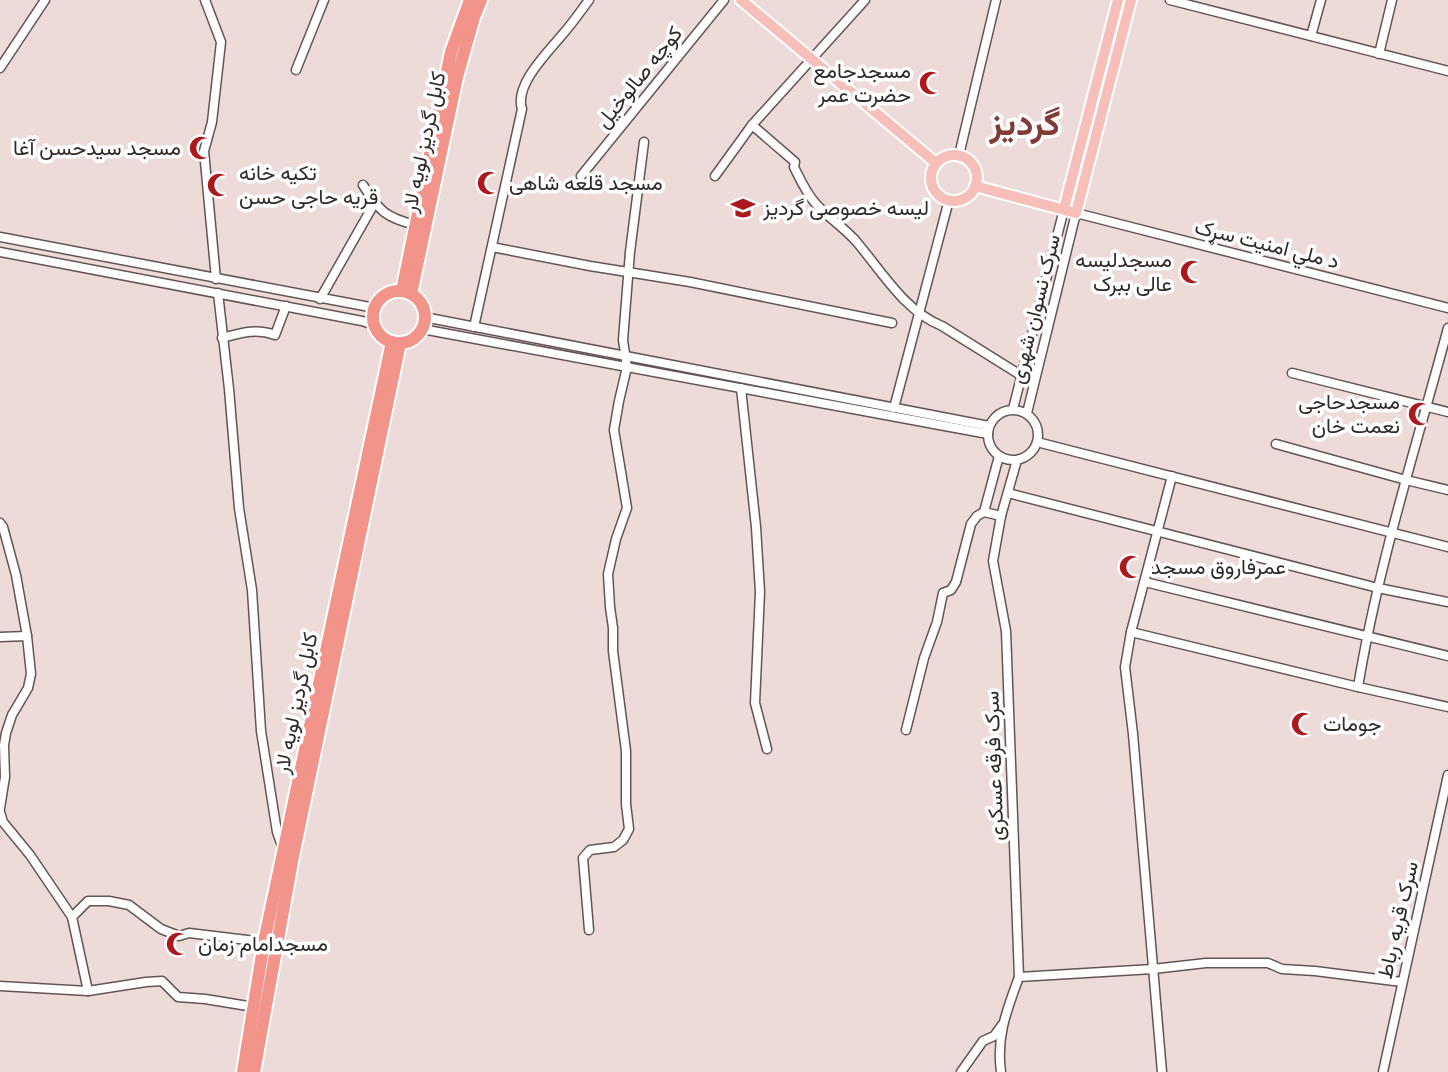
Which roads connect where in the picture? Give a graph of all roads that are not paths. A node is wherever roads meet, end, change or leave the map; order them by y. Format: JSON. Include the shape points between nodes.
{"nodes":[{"id":1,"x":45,"y":0,"type":"edge"},
{"id":2,"x":205,"y":0,"type":"edge"},
{"id":3,"x":324,"y":0,"type":"edge"},
{"id":4,"x":470,"y":0,"type":"edge"},
{"id":5,"x":481,"y":0,"type":"edge"},
{"id":6,"x":589,"y":0,"type":"edge"},
{"id":7,"x":724,"y":0,"type":"edge"},
{"id":8,"x":741,"y":0,"type":"edge"},
{"id":9,"x":865,"y":0,"type":"edge"},
{"id":10,"x":996,"y":0,"type":"edge"},
{"id":11,"x":1118,"y":0,"type":"edge"},
{"id":12,"x":1131,"y":0,"type":"edge"},
{"id":13,"x":1170,"y":0,"type":"edge"},
{"id":14,"x":1321,"y":0,"type":"edge"},
{"id":15,"x":1392,"y":0,"type":"edge"},
{"id":16,"x":1311,"y":36,"type":"junction"},
{"id":17,"x":1379,"y":54,"type":"junction"},
{"id":18,"x":812,"y":60,"type":"junction"},
{"id":19,"x":0,"y":68,"type":"edge"},
{"id":20,"x":296,"y":70,"type":"dead end"},
{"id":21,"x":1448,"y":71,"type":"edge"},
{"id":22,"x":752,"y":125,"type":"junction"},
{"id":23,"x":644,"y":142,"type":"dead end"},
{"id":24,"x":959,"y":155,"type":"junction"},
{"id":25,"x":936,"y":163,"type":"junction"},
{"id":26,"x":581,"y":176,"type":"dead end"},
{"id":27,"x":715,"y":176,"type":"dead end"},
{"id":28,"x":363,"y":185,"type":"dead end"},
{"id":29,"x":975,"y":186,"type":"junction"},
{"id":30,"x":949,"y":200,"type":"junction"},
{"id":31,"x":374,"y":204,"type":"junction"},
{"id":32,"x":1064,"y":209,"type":"junction"},
{"id":33,"x":1076,"y":213,"type":"junction"},
{"id":34,"x":416,"y":225,"type":"junction"},
{"id":35,"x":0,"y":237,"type":"edge"},
{"id":36,"x":492,"y":247,"type":"junction"},
{"id":37,"x":0,"y":252,"type":"edge"},
{"id":38,"x":628,"y":272,"type":"junction"},
{"id":39,"x":216,"y":279,"type":"junction"},
{"id":40,"x":218,"y":293,"type":"junction"},
{"id":41,"x":406,"y":293,"type":"junction"},
{"id":42,"x":320,"y":299,"type":"junction"},
{"id":43,"x":286,"y":306,"type":"junction"},
{"id":44,"x":374,"y":308,"type":"junction"},
{"id":45,"x":1448,"y":308,"type":"edge"},
{"id":46,"x":919,"y":313,"type":"junction"},
{"id":47,"x":423,"y":323,"type":"junction"},
{"id":48,"x":892,"y":323,"type":"dead end"},
{"id":49,"x":374,"y":325,"type":"junction"},
{"id":50,"x":474,"y":327,"type":"junction"},
{"id":51,"x":1448,"y":328,"type":"edge"},
{"id":52,"x":222,"y":338,"type":"junction"},
{"id":53,"x":396,"y":342,"type":"junction"},
{"id":54,"x":625,"y":356,"type":"junction"},
{"id":55,"x":627,"y":367,"type":"junction"},
{"id":56,"x":1292,"y":373,"type":"dead end"},
{"id":57,"x":1022,"y":376,"type":"junction"},
{"id":58,"x":741,"y":388,"type":"junction"},
{"id":59,"x":1427,"y":405,"type":"junction"},
{"id":60,"x":894,"y":408,"type":"junction"},
{"id":61,"x":1013,"y":409,"type":"junction"},
{"id":62,"x":1448,"y":412,"type":"edge"},
{"id":63,"x":1027,"y":413,"type":"junction"},
{"id":64,"x":988,"y":430,"type":"junction"},
{"id":65,"x":1037,"y":442,"type":"junction"},
{"id":66,"x":1276,"y":444,"type":"dead end"},
{"id":67,"x":999,"y":456,"type":"junction"},
{"id":68,"x":1017,"y":460,"type":"junction"},
{"id":69,"x":1172,"y":476,"type":"junction"},
{"id":70,"x":1406,"y":480,"type":"junction"},
{"id":71,"x":1448,"y":490,"type":"edge"},
{"id":72,"x":1008,"y":493,"type":"junction"},
{"id":73,"x":984,"y":512,"type":"junction"},
{"id":74,"x":1001,"y":516,"type":"junction"},
{"id":75,"x":0,"y":523,"type":"edge"},
{"id":76,"x":1158,"y":531,"type":"junction"},
{"id":77,"x":1392,"y":533,"type":"junction"},
{"id":78,"x":1448,"y":547,"type":"edge"},
{"id":79,"x":1145,"y":582,"type":"junction"},
{"id":80,"x":1378,"y":587,"type":"junction"},
{"id":81,"x":1448,"y":602,"type":"edge"},
{"id":82,"x":1131,"y":632,"type":"junction"},
{"id":83,"x":27,"y":636,"type":"junction"},
{"id":84,"x":1366,"y":636,"type":"junction"},
{"id":85,"x":0,"y":637,"type":"edge"},
{"id":86,"x":1448,"y":656,"type":"edge"},
{"id":87,"x":1357,"y":687,"type":"junction"},
{"id":88,"x":1448,"y":707,"type":"edge"},
{"id":89,"x":906,"y":730,"type":"dead end"},
{"id":90,"x":766,"y":749,"type":"dead end"},
{"id":91,"x":1448,"y":775,"type":"edge"},
{"id":92,"x":0,"y":810,"type":"edge"},
{"id":93,"x":284,"y":852,"type":"junction"},
{"id":94,"x":72,"y":917,"type":"junction"},
{"id":95,"x":589,"y":930,"type":"dead end"},
{"id":96,"x":264,"y":942,"type":"junction"},
{"id":97,"x":1153,"y":969,"type":"junction"},
{"id":98,"x":1019,"y":977,"type":"junction"},
{"id":99,"x":1402,"y":982,"type":"junction"},
{"id":100,"x":0,"y":986,"type":"edge"},
{"id":101,"x":88,"y":991,"type":"junction"},
{"id":102,"x":254,"y":1007,"type":"junction"},
{"id":103,"x":1002,"y":1024,"type":"junction"},
{"id":104,"x":243,"y":1072,"type":"edge"},
{"id":105,"x":254,"y":1072,"type":"edge"},
{"id":106,"x":961,"y":1072,"type":"edge"},
{"id":107,"x":1001,"y":1072,"type":"edge"},
{"id":108,"x":1162,"y":1072,"type":"edge"},
{"id":109,"x":1383,"y":1072,"type":"edge"}],
"edges":[{"from":1,"to":19,"type":"street"},
{"from":2,"to":39,"type":"street","via":[[221,42],[204,151]]},
{"from":3,"to":20,"type":"street"},
{"from":4,"to":34,"type":"highway","name":"کابل گردیز لویه لار","via":[[451,52]]},
{"from":5,"to":41,"type":"highway","name":"کابل گردیز لویه لار","via":[[457,77]]},
{"from":6,"to":36,"type":"street","via":[[532,72],[523,91]]},
{"from":7,"to":26,"type":"street","name":"کوچه صالوخیل"},
{"from":8,"to":18,"type":"main road"},
{"from":9,"to":18,"type":"street"},
{"from":10,"to":24,"type":"street"},
{"from":11,"to":32,"type":"main road"},
{"from":12,"to":33,"type":"main road"},
{"from":13,"to":16,"type":"street"},
{"from":14,"to":16,"type":"street"},
{"from":15,"to":17,"type":"street"},
{"from":16,"to":17,"type":"street"},
{"from":17,"to":21,"type":"street"},
{"from":18,"to":22,"type":"street"},
{"from":18,"to":25,"type":"main road"},
{"from":22,"to":27,"type":"street"},
{"from":22,"to":46,"type":"street","via":[[795,162],[816,204],[840,224]]},
{"from":23,"to":38,"type":"street"},
{"from":24,"to":25,"type":"main road"},
{"from":24,"to":29,"type":"main road","via":[[976,171]]},
{"from":25,"to":30,"type":"main road","via":[[932,185]]},
{"from":28,"to":31,"type":"street"},
{"from":29,"to":30,"type":"main road","via":[[965,198]]},
{"from":29,"to":32,"type":"main road"},
{"from":30,"to":46,"type":"street"},
{"from":31,"to":34,"type":"street","via":[[395,220]]},
{"from":31,"to":42,"type":"street"},
{"from":32,"to":33,"type":"main road"},
{"from":32,"to":57,"type":"street","name":"سرک نسوان شهری"},
{"from":33,"to":45,"type":"street","name":"د ملي امنیت سړک"},
{"from":33,"to":63,"type":"street","name":"سرک نسوان شهری"},
{"from":34,"to":41,"type":"highway","name":"کابل گردیز لویه لار"},
{"from":35,"to":39,"type":"street"},
{"from":36,"to":38,"type":"street"},
{"from":36,"to":50,"type":"street"},
{"from":37,"to":40,"type":"street"},
{"from":38,"to":48,"type":"street"},
{"from":38,"to":54,"type":"street","via":[[622,340]]},
{"from":39,"to":42,"type":"street"},
{"from":40,"to":43,"type":"street"},
{"from":40,"to":52,"type":"street"},
{"from":41,"to":44,"type":"highway","via":[[386,295]]},
{"from":41,"to":47,"type":"highway","via":[[422,306]]},
{"from":42,"to":44,"type":"street"},
{"from":43,"to":49,"type":"street"},
{"from":43,"to":52,"type":"street","via":[[275,334],[249,332]]},
{"from":44,"to":49,"type":"highway"},
{"from":46,"to":57,"type":"street"},
{"from":46,"to":60,"type":"street"},
{"from":47,"to":50,"type":"street"},
{"from":47,"to":53,"type":"highway","via":[[416,337]]},
{"from":47,"to":55,"type":"street"},
{"from":49,"to":53,"type":"highway","via":[[384,338]]},
{"from":50,"to":54,"type":"street"},
{"from":51,"to":59,"type":"street"},
{"from":52,"to":93,"type":"street","via":[[252,590],[261,732]]},
{"from":53,"to":93,"type":"highway","name":"کابل گردیز لویه لار"},
{"from":53,"to":105,"type":"highway","name":"کابل گردیز لویه لار"},
{"from":54,"to":55,"type":"street"},
{"from":54,"to":60,"type":"street"},
{"from":55,"to":58,"type":"street"},
{"from":55,"to":95,"type":"street","via":[[614,430],[627,508],[608,574],[629,829],[614,847],[590,850],[583,858]]},
{"from":56,"to":59,"type":"street"},
{"from":57,"to":61,"type":"street","name":"سرک نسوان شهری"},
{"from":58,"to":64,"type":"street"},
{"from":58,"to":90,"type":"street","via":[[760,592],[755,703]]},
{"from":59,"to":62,"type":"street"},
{"from":59,"to":70,"type":"street"},
{"from":60,"to":64,"type":"street"},
{"from":61,"to":63,"type":"street"},
{"from":61,"to":64,"type":"street","via":[[999,414]]},
{"from":63,"to":65,"type":"street","via":[[1036,424]]},
{"from":64,"to":67,"type":"street","via":[[990,446]]},
{"from":65,"to":68,"type":"street","via":[[1029,454]]},
{"from":65,"to":69,"type":"street"},
{"from":66,"to":70,"type":"street"},
{"from":67,"to":68,"type":"street"},
{"from":67,"to":73,"type":"street"},
{"from":68,"to":72,"type":"street","name":"سرک فرقه عسکری"},
{"from":69,"to":76,"type":"street"},
{"from":69,"to":77,"type":"street"},
{"from":70,"to":71,"type":"street"},
{"from":70,"to":77,"type":"street"},
{"from":72,"to":74,"type":"street","name":"سرک فرقه عسکری"},
{"from":72,"to":76,"type":"street"},
{"from":73,"to":74,"type":"street"},
{"from":73,"to":89,"type":"street","via":[[971,524],[956,582],[943,593]]},
{"from":74,"to":98,"type":"street","name":"سرک فرقه عسکری","via":[[993,561],[1006,631]]},
{"from":75,"to":83,"type":"street"},
{"from":76,"to":79,"type":"street"},
{"from":76,"to":80,"type":"street"},
{"from":77,"to":78,"type":"street"},
{"from":77,"to":80,"type":"street"},
{"from":79,"to":82,"type":"street"},
{"from":79,"to":84,"type":"street"},
{"from":80,"to":81,"type":"street"},
{"from":80,"to":84,"type":"street"},
{"from":82,"to":87,"type":"street"},
{"from":82,"to":97,"type":"street","via":[[1125,667]]},
{"from":83,"to":85,"type":"street"},
{"from":83,"to":92,"type":"street","via":[[31,674],[6,733]]},
{"from":84,"to":86,"type":"street"},
{"from":84,"to":87,"type":"street"},
{"from":87,"to":88,"type":"street"},
{"from":91,"to":99,"type":"street","name":"سرک قریه رباط"},
{"from":92,"to":94,"type":"street","via":[[3,822]]},
{"from":93,"to":96,"type":"highway","name":"کابل گردیز لویه لار"},
{"from":94,"to":96,"type":"street","via":[[88,901],[109,901],[129,905],[161,929],[179,936],[189,933]]},
{"from":94,"to":101,"type":"street"},
{"from":96,"to":102,"type":"highway","name":"کابل گردیز لویه لار"},
{"from":97,"to":98,"type":"street"},
{"from":97,"to":99,"type":"street","via":[[1268,963],[1282,969]]},
{"from":97,"to":108,"type":"street"},
{"from":98,"to":103,"type":"street","name":"سرک فرقه عسکری"},
{"from":99,"to":109,"type":"street","name":"سرک قریه رباط"},
{"from":100,"to":101,"type":"street"},
{"from":101,"to":102,"type":"street","via":[[162,981],[178,998]]},
{"from":102,"to":104,"type":"highway","name":"کابل گردیز لویه لار"},
{"from":103,"to":106,"type":"street"},
{"from":103,"to":107,"type":"street","name":"سرک فرقه عسکری"}]}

**PROBLEM STATEMENT**
Once a line of the records is found to contain "عسکری", copy it out.

**RESULT FOR THIS EXERCISE**
{"from":68,"to":72,"type":"street","name":"سرک فرقه عسکری"},
{"from":72,"to":74,"type":"street","name":"سرک فرقه عسکری"},
{"from":74,"to":98,"type":"street","name":"سرک فرقه عسکری","via":[[993,561],[1006,631]]},
{"from":98,"to":103,"type":"street","name":"سرک فرقه عسکری"},
{"from":103,"to":107,"type":"street","name":"سرک فرقه عسکری"}]}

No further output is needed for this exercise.